Here are all the things that in
Reality go to make up man;
The matter of the completely thinking man
Working on all reality's forms;
The matter of a woman's face that can
Cause in one who sees it storms
Taking in them a whole self;
Here, in foundation, is all the wealth
That is in nature when she makes
That which through her the form of human takes.
- And, oh, the things that are man's own,
Once himself to him were known!
VII
This dyspeptic man with stomach in such a state,
It would not work well on the food which perforce he ate,
Without giving him continuously present pain
Which would make him cry out again and again;
Make him worry his servants; and gave his face a muddy look;
And made his mind weaker than it might have been -
This man had lived yet at a time when his stomach was in
A condition it worked silently and well on the food he
took.
And this was a time when he was a child,
A slender boy, and his bearing was mild
And soft. And he was taught
All the things that his teachers thought,
And the world could show him, in keeping with
Conditions as he found them, and if
He went aside from these, it was not that he knew,
But his body was new and he was young,
And whatever he as a boy might do,
Use and gracefulness went along
With his life; he was still being formed,
And in the roots of his being was unharmed.
But the world as it was gave the lad,
When he was grown, a form of life it had;
It was a life narrow and mean,
Lived as in the age that now is seen.
The world put him in a place in which,
Through one aim's following, he soon got rich.
And richer he grew as his years went on,
And more and more his mind was drawn
Within the bounds of this enriching aim
Which bigger and bigger to his mind became.
VIII
This man, with his body ugly and diseased,
Lived once through a time when his mind seized
On the beauty that in the body of woman is.
And desires for its possession then were his.
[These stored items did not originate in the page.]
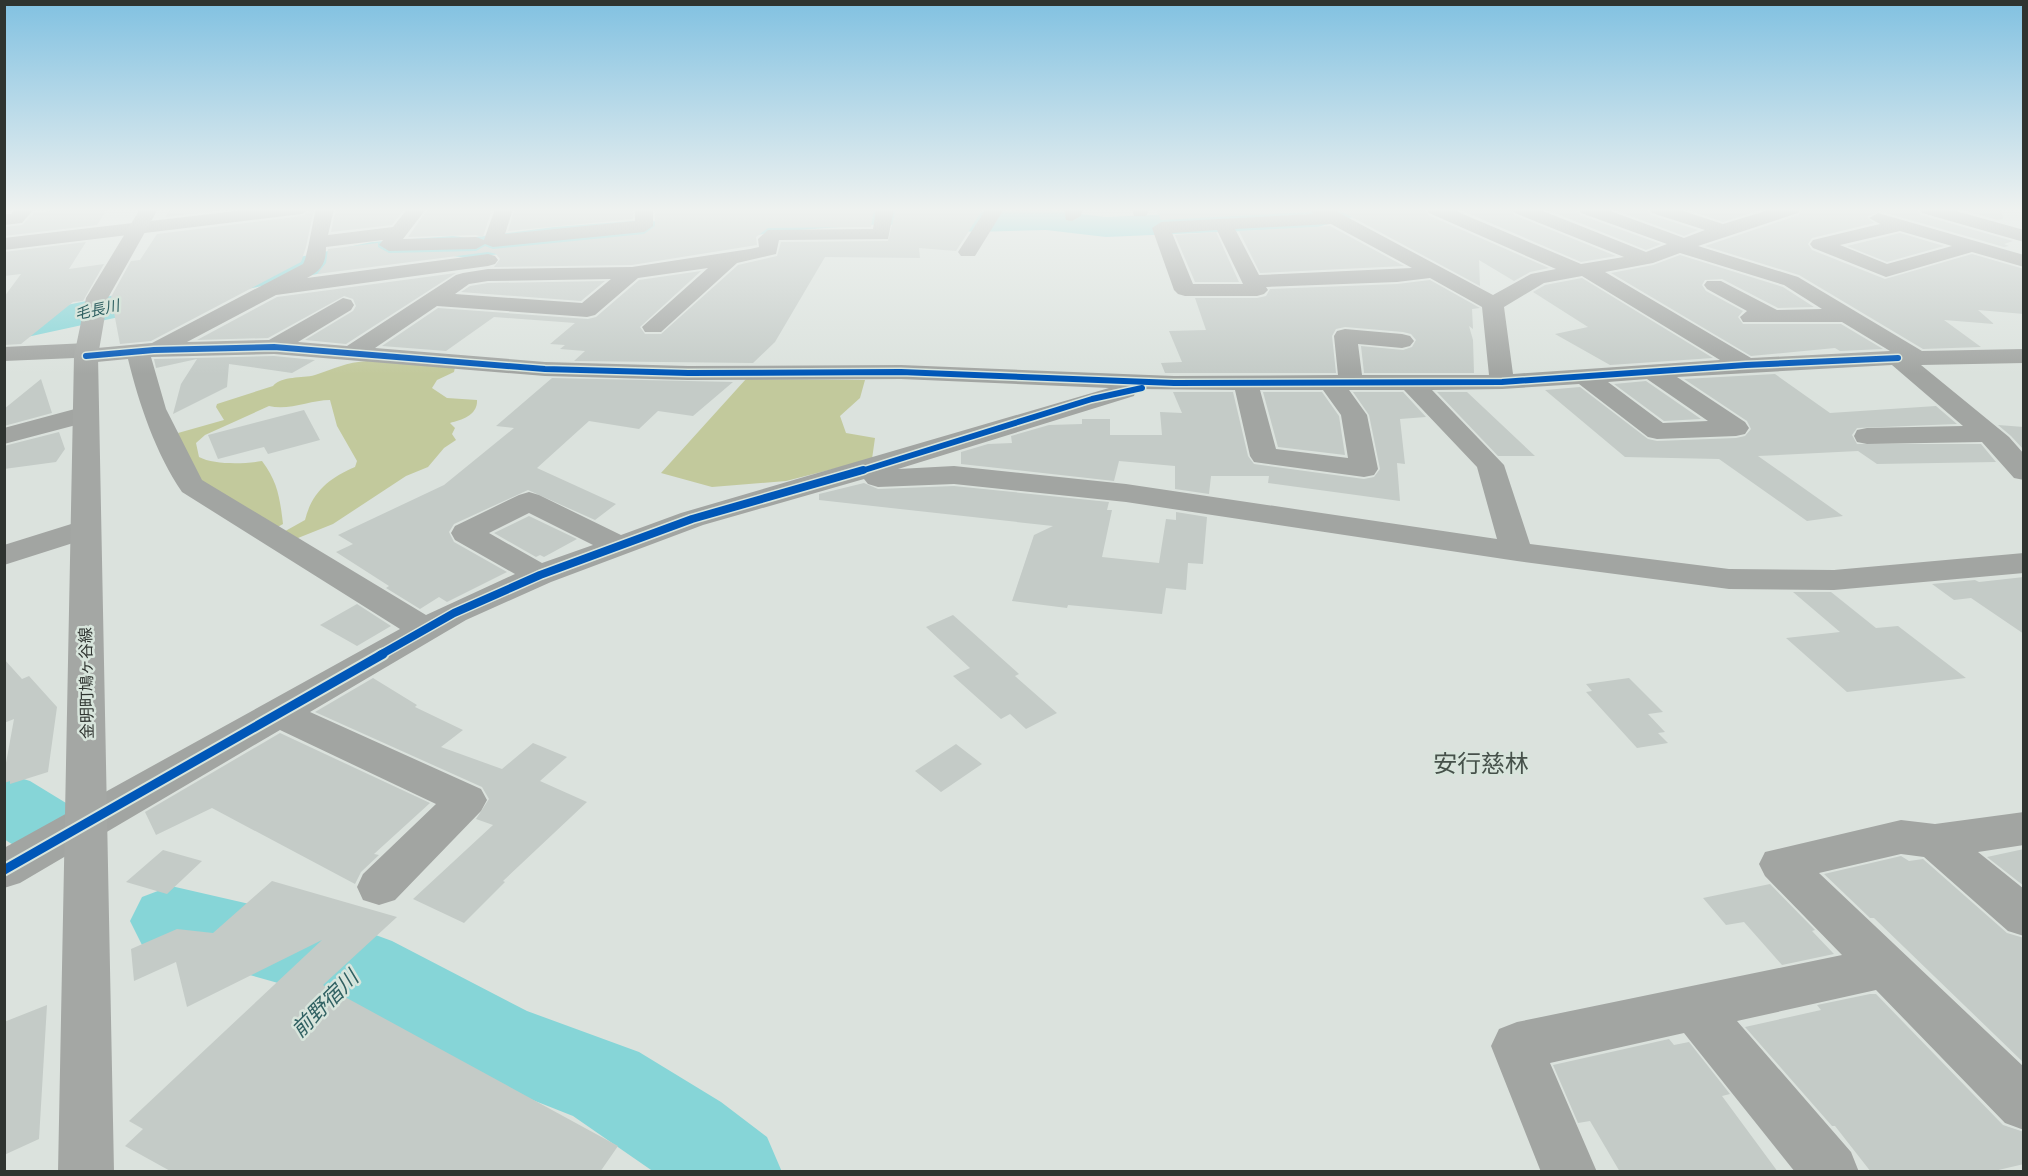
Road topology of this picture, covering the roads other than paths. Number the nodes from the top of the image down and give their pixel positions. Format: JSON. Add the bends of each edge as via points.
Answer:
{"nodes":[{"id":1,"x":116,"y":264,"type":"edge"},
{"id":2,"x":314,"y":264,"type":"edge"},
{"id":3,"x":460,"y":264,"type":"edge"},
{"id":4,"x":696,"y":264,"type":"edge"},
{"id":5,"x":724,"y":264,"type":"edge"},
{"id":6,"x":1175,"y":264,"type":"edge"},
{"id":7,"x":1245,"y":264,"type":"edge"},
{"id":8,"x":1422,"y":264,"type":"edge"},
{"id":9,"x":1565,"y":264,"type":"edge"},
{"id":10,"x":1620,"y":264,"type":"edge"},
{"id":11,"x":1735,"y":264,"type":"edge"},
{"id":12,"x":1869,"y":264,"type":"edge"},
{"id":13,"x":1910,"y":264,"type":"edge"},
{"id":14,"x":1753,"y":270,"type":"junction"},
{"id":15,"x":1436,"y":271,"type":"junction"},
{"id":16,"x":1582,"y":271,"type":"junction"},
{"id":17,"x":632,"y":273,"type":"junction"},
{"id":18,"x":1253,"y":280,"type":"junction"},
{"id":19,"x":270,"y":289,"type":"junction"},
{"id":20,"x":434,"y":299,"type":"junction"},
{"id":21,"x":343,"y":304,"type":"dead end"},
{"id":22,"x":1493,"y":304,"type":"junction"},
{"id":23,"x":1849,"y":315,"type":"junction"},
{"id":24,"x":1751,"y":317,"type":"dead end"},
{"id":25,"x":1774,"y":317,"type":"junction"},
{"id":26,"x":653,"y":327,"type":"dead end"},
{"id":27,"x":90,"y":332,"type":"junction"},
{"id":28,"x":1402,"y":341,"type":"dead end"},
{"id":29,"x":274,"y":347,"type":"junction"},
{"id":30,"x":146,"y":351,"type":"junction"},
{"id":31,"x":4,"y":354,"type":"edge"},
{"id":32,"x":350,"y":354,"type":"junction"},
{"id":33,"x":2024,"y":356,"type":"edge"},
{"id":34,"x":1907,"y":358,"type":"junction"},
{"id":35,"x":1746,"y":365,"type":"junction"},
{"id":36,"x":1653,"y":372,"type":"junction"},
{"id":37,"x":1585,"y":377,"type":"junction"},
{"id":38,"x":1502,"y":382,"type":"junction"},
{"id":39,"x":1174,"y":383,"type":"junction"},
{"id":40,"x":1246,"y":383,"type":"junction"},
{"id":41,"x":1341,"y":383,"type":"junction"},
{"id":42,"x":1411,"y":383,"type":"junction"},
{"id":43,"x":86,"y":414,"type":"junction"},
{"id":44,"x":4,"y":436,"type":"edge"},
{"id":45,"x":1867,"y":436,"type":"dead end"},
{"id":46,"x":2003,"y":440,"type":"edge"},
{"id":47,"x":2024,"y":472,"type":"edge"},
{"id":48,"x":828,"y":481,"type":"junction"},
{"id":49,"x":84,"y":529,"type":"junction"},
{"id":50,"x":619,"y":546,"type":"junction"},
{"id":51,"x":1517,"y":552,"type":"junction"},
{"id":52,"x":4,"y":556,"type":"edge"},
{"id":53,"x":2024,"y":563,"type":"edge"},
{"id":54,"x":540,"y":574,"type":"junction"},
{"id":55,"x":426,"y":630,"type":"junction"},
{"id":56,"x":280,"y":714,"type":"junction"},
{"id":57,"x":87,"y":824,"type":"junction"},
{"id":58,"x":2024,"y":828,"type":"edge"},
{"id":59,"x":1935,"y":841,"type":"junction"},
{"id":60,"x":4,"y":870,"type":"edge"},
{"id":61,"x":379,"y":887,"type":"dead end"},
{"id":62,"x":2024,"y":917,"type":"edge"},
{"id":63,"x":1887,"y":967,"type":"junction"},
{"id":64,"x":1694,"y":1008,"type":"junction"},
{"id":65,"x":2024,"y":1104,"type":"edge"},
{"id":66,"x":86,"y":1172,"type":"edge"},
{"id":67,"x":1569,"y":1172,"type":"edge"},
{"id":68,"x":1831,"y":1172,"type":"edge"}],
"edges":[{"from":1,"to":27,"type":"main road","name":"金明町鳩ヶ谷線","via":[[104,283]]},
{"from":2,"to":19,"type":"street"},
{"from":3,"to":19,"type":"street"},
{"from":4,"to":17,"type":"street"},
{"from":5,"to":26,"type":"street"},
{"from":6,"to":18,"type":"street","via":[[1185,290],[1257,290]]},
{"from":7,"to":18,"type":"street"},
{"from":8,"to":15,"type":"street"},
{"from":9,"to":16,"type":"street"},
{"from":10,"to":16,"type":"street"},
{"from":11,"to":14,"type":"street"},
{"from":12,"to":13,"type":"street","via":[[1886,271]]},
{"from":14,"to":23,"type":"street","via":[[1791,281]]},
{"from":14,"to":25,"type":"street","via":[[1704,288]]},
{"from":15,"to":18,"type":"street","via":[[1397,276]]},
{"from":15,"to":22,"type":"street"},
{"from":16,"to":22,"type":"street","via":[[1538,278]]},
{"from":16,"to":35,"type":"street"},
{"from":17,"to":20,"type":"street","via":[[488,275],[463,279]]},
{"from":17,"to":20,"type":"street","via":[[587,310]]},
{"from":19,"to":30,"type":"street"},
{"from":20,"to":32,"type":"street"},
{"from":21,"to":29,"type":"street"},
{"from":22,"to":38,"type":"street"},
{"from":23,"to":25,"type":"street"},
{"from":23,"to":34,"type":"street"},
{"from":24,"to":25,"type":"street"},
{"from":27,"to":30,"type":"street"},
{"from":27,"to":31,"type":"street"},
{"from":27,"to":43,"type":"main road","name":"金明町鳩ヶ谷線"},
{"from":28,"to":41,"type":"street","via":[[1345,336]]},
{"from":29,"to":30,"type":"street"},
{"from":29,"to":32,"type":"street"},
{"from":30,"to":55,"type":"street","via":[[153,409],[192,486]]},
{"from":32,"to":39,"type":"street","via":[[545,369],[902,372]]},
{"from":33,"to":34,"type":"street"},
{"from":34,"to":35,"type":"street"},
{"from":34,"to":46,"type":"street"},
{"from":35,"to":36,"type":"street"},
{"from":36,"to":37,"type":"street"},
{"from":36,"to":37,"type":"street","via":[[1736,428],[1657,431]]},
{"from":37,"to":38,"type":"street"},
{"from":38,"to":42,"type":"street"},
{"from":39,"to":40,"type":"street"},
{"from":39,"to":48,"type":"street","via":[[1092,399]]},
{"from":40,"to":41,"type":"street"},
{"from":40,"to":41,"type":"street","via":[[1264,456],[1364,469],[1354,415]]},
{"from":41,"to":42,"type":"street"},
{"from":42,"to":51,"type":"street","via":[[1490,465]]},
{"from":43,"to":44,"type":"street"},
{"from":43,"to":49,"type":"main road","name":"金明町鳩ヶ谷線"},
{"from":45,"to":46,"type":"street"},
{"from":46,"to":47,"type":"street"},
{"from":48,"to":50,"type":"street","via":[[692,519]]},
{"from":48,"to":51,"type":"street","via":[[954,475],[1126,493]]},
{"from":49,"to":52,"type":"street"},
{"from":49,"to":57,"type":"main road","name":"金明町鳩ヶ谷線"},
{"from":50,"to":54,"type":"street"},
{"from":50,"to":54,"type":"street","via":[[528,501],[466,532]]},
{"from":51,"to":53,"type":"street","via":[[1729,579],[1834,580]]},
{"from":54,"to":55,"type":"street"},
{"from":55,"to":56,"type":"street"},
{"from":56,"to":57,"type":"street"},
{"from":56,"to":61,"type":"street","via":[[466,800]]},
{"from":57,"to":60,"type":"street"},
{"from":57,"to":66,"type":"main road","name":"金明町鳩ヶ谷線"},
{"from":58,"to":59,"type":"street"},
{"from":59,"to":62,"type":"street"},
{"from":59,"to":63,"type":"street","via":[[1901,837],[1781,864]]},
{"from":63,"to":64,"type":"street"},
{"from":63,"to":65,"type":"street"},
{"from":64,"to":67,"type":"street","via":[[1517,1046]]},
{"from":64,"to":68,"type":"street"}]}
And he loved, and his mind had in it those things
That love of another's self to one's self brings.
His mind with love's wishes and imaginings moved,
And through possession at times were his
love-longings soothed.
Yet his self burned, though variously strong,
And this man then was fully among
Those other beings that with him living were,
For he felt the stir
That two selves make in each
When their longings one to the other reach.
IX
He had been a slender boy and he had desired
Beauty as he saw it, and he was now
One who only (as far as his thoughts went) required
For his happiness that life allow
Him the means unsuffering to get
The foundations of man's having it.
But of his stomach was his protest -
Why must he eat if he could not digest?
And man's body, gracefully complex,
Made so fittingly for sex and sex,
Made for mind's working, in his body's form he saw
But as something that did him almost to madness vex.
X
He lived on, suffering, complaining all his days,
Troubling others with his ways -
His married daughter, his servants and his friends;
All the persons near him who the sick man attend.
He might have lived for a long time yet,
But that his cook once, in a fret
(She was by an insult of his into it set)
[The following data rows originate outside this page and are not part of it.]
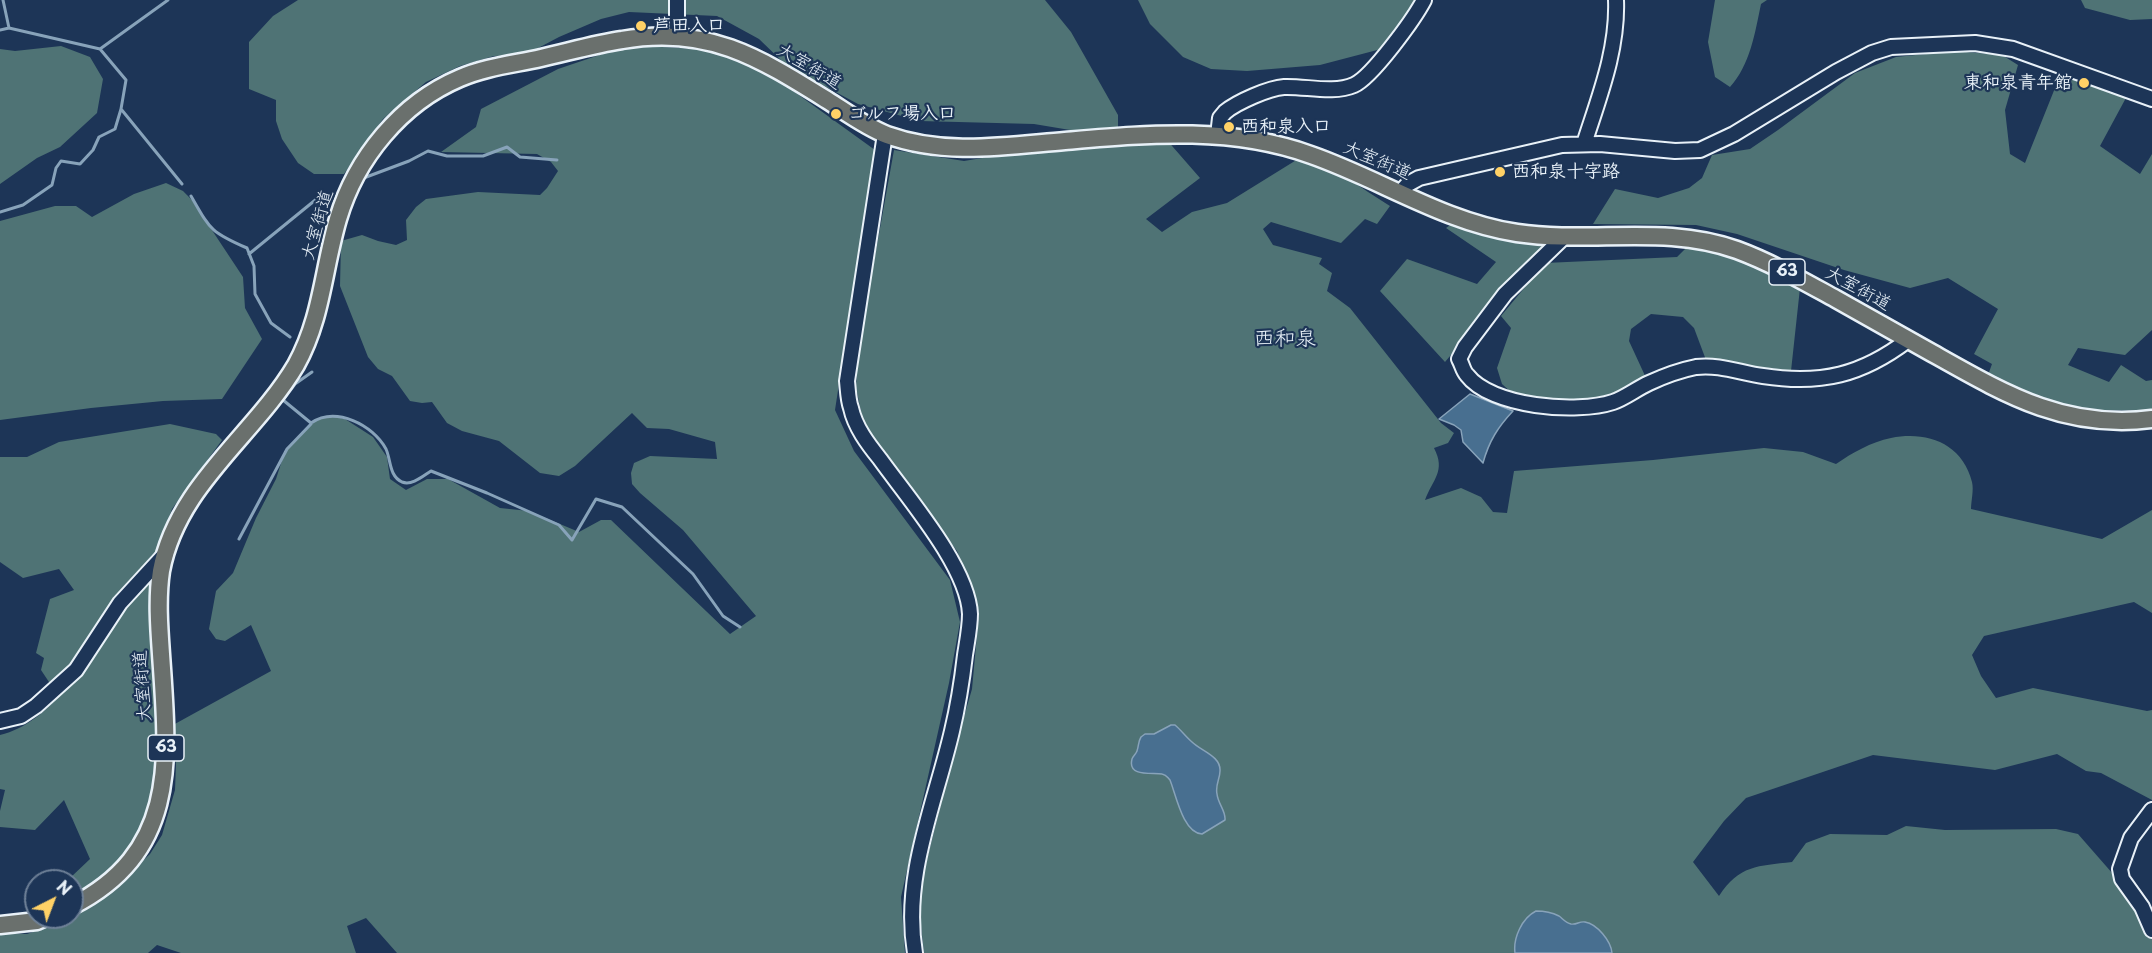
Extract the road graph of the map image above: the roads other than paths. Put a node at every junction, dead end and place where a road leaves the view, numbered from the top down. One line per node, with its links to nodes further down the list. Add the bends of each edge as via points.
1 (678, 0): 4 (street)
2 (1425, 0): 7 (street, via 1407,28 1361,81 1347,87 1271,90 1225,112 1220,118)
3 (1616, 0): 8 (street, via 1614,41)
4 (677, 36): 6 (main road, 大室街道 / 63, via 740,50); 13 (main road, 大室街道 / 63, via 620,40 460,78 433,93 386,131 352,179 338,218 314,326 300,357 279,390 185,507)
5 (2152, 99): 8 (street, via 1994,44 1891,47 1836,72 1734,134 1700,150)
6 (885, 134): 7 (main road, 大室街道 / 63, via 930,145 971,149 1133,135); 20 (street, via 847,381 851,409 866,440 950,559 964,584 970,614 961,693 913,891)
7 (1218, 135): 9 (main road, 大室街道 / 63, via 1307,153)
8 (1584, 144): 9 (street, via 1562,145 1419,178)
9 (1400, 193): 10 (main road, 大室街道 / 63, via 1473,223 1519,233)
10 (1565, 236): 11 (main road, 大室街道 / 63, via 1653,235 1726,246 1772,264); 11 (street, via 1505,294 1459,359 1466,375 1491,393 1537,406 1586,408 1616,401 1648,383 1695,367 1717,367 1764,377 1844,375 1888,355)
11 (1908, 340): 12 (main road, 大室街道 / 63, via 2040,409 2105,421)
12 (2152, 419)
13 (166, 553): 14 (street, via 120,603 75,670 36,706 21,716); 16 (main road, 大室街道 / 63, via 158,613 166,740 161,800 143,844 104,888)
14 (0, 721)
15 (2152, 810): 19 (street, via 2131,838 2120,869)
16 (84, 899)
17 (24, 922): 18 (main road)
18 (0, 925)
19 (2152, 930)
20 (915, 953)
Forgot to do precisely as the doctor said.
Something else was running through her head.
On something harmful this sick man was fed.
He was then in an angry mood,
And one that made him careless, and his food
Gulpingly he ate; and as suffering came
Keener than before, he moaned and cried,
Afterwards grew quiet and in a stupor died.
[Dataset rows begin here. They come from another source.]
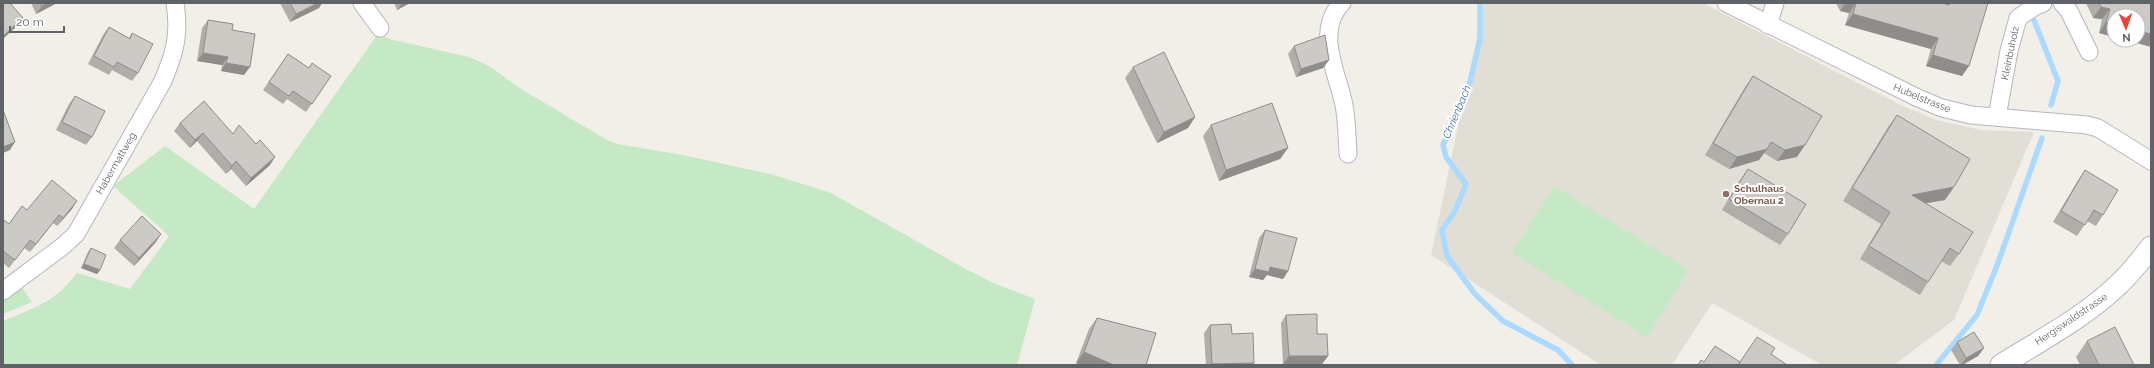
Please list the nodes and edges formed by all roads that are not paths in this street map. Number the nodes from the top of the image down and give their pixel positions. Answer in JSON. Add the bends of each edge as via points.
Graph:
{"nodes":[{"id":1,"x":175,"y":3,"type":"edge"},
{"id":2,"x":362,"y":3,"type":"edge"},
{"id":3,"x":1342,"y":3,"type":"edge"},
{"id":4,"x":1726,"y":3,"type":"edge"},
{"id":5,"x":1775,"y":3,"type":"edge"},
{"id":6,"x":2043,"y":3,"type":"edge"},
{"id":7,"x":2062,"y":3,"type":"edge"},
{"id":8,"x":1768,"y":25,"type":"junction"},
{"id":9,"x":380,"y":28,"type":"dead end"},
{"id":10,"x":2089,"y":52,"type":"dead end"},
{"id":11,"x":1997,"y":118,"type":"junction"},
{"id":12,"x":1348,"y":154,"type":"dead end"},
{"id":13,"x":2151,"y":160,"type":"edge"},
{"id":14,"x":2151,"y":247,"type":"edge"},
{"id":15,"x":3,"y":291,"type":"edge"},
{"id":16,"x":2000,"y":365,"type":"edge"}],
"edges":[{"from":1,"to":15,"type":"street","name":"Habermattweg","via":[[178,26],[172,58],[163,81],[76,234]]},
{"from":2,"to":9,"type":"street"},
{"from":3,"to":12,"type":"street","via":[[1332,21],[1329,39],[1331,63],[1344,106]]},
{"from":4,"to":8,"type":"street","name":"Hubelstrasse"},
{"from":5,"to":8,"type":"street"},
{"from":6,"to":11,"type":"street","name":"Kleinbuholz","via":[[2018,18],[2009,51]]},
{"from":7,"to":10,"type":"street","via":[[2069,11]]},
{"from":8,"to":11,"type":"street","name":"Hubelstrasse","via":[[1930,103],[1971,115]]},
{"from":11,"to":13,"type":"street","name":"Hubelstrasse","via":[[2072,123],[2098,128]]},
{"from":14,"to":16,"type":"street","name":"Hergiswaldstrasse","via":[[2131,272],[2107,295]]}]}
The next day and all those near him were around his bed,
Before the actions of his body left him finally dead.
And they could not in their hearts sorrowful be,
The end of this dyspeptic old man to see.
XI
When the end of his life came, the city's papers said:
"One of the city's most eminent men was dead."
"One of our foremost insurance men has gone;
His career is worth meditating on.
He was born in our city of poor parents and never it left
Until from us God him in His Omnipotence reft."
"Here again is shown how a young man with perseverance
From rising high no circumstance prevents."
"Young men will be helped on their way
To success by the inspiring life of Harold F. Gray."
XII
Harold F. Gray now is dead;
Because of the world's condition, his manner of life he led.
That this world's condition needs wholly to be changed by us
And can be, should be as anything obvious.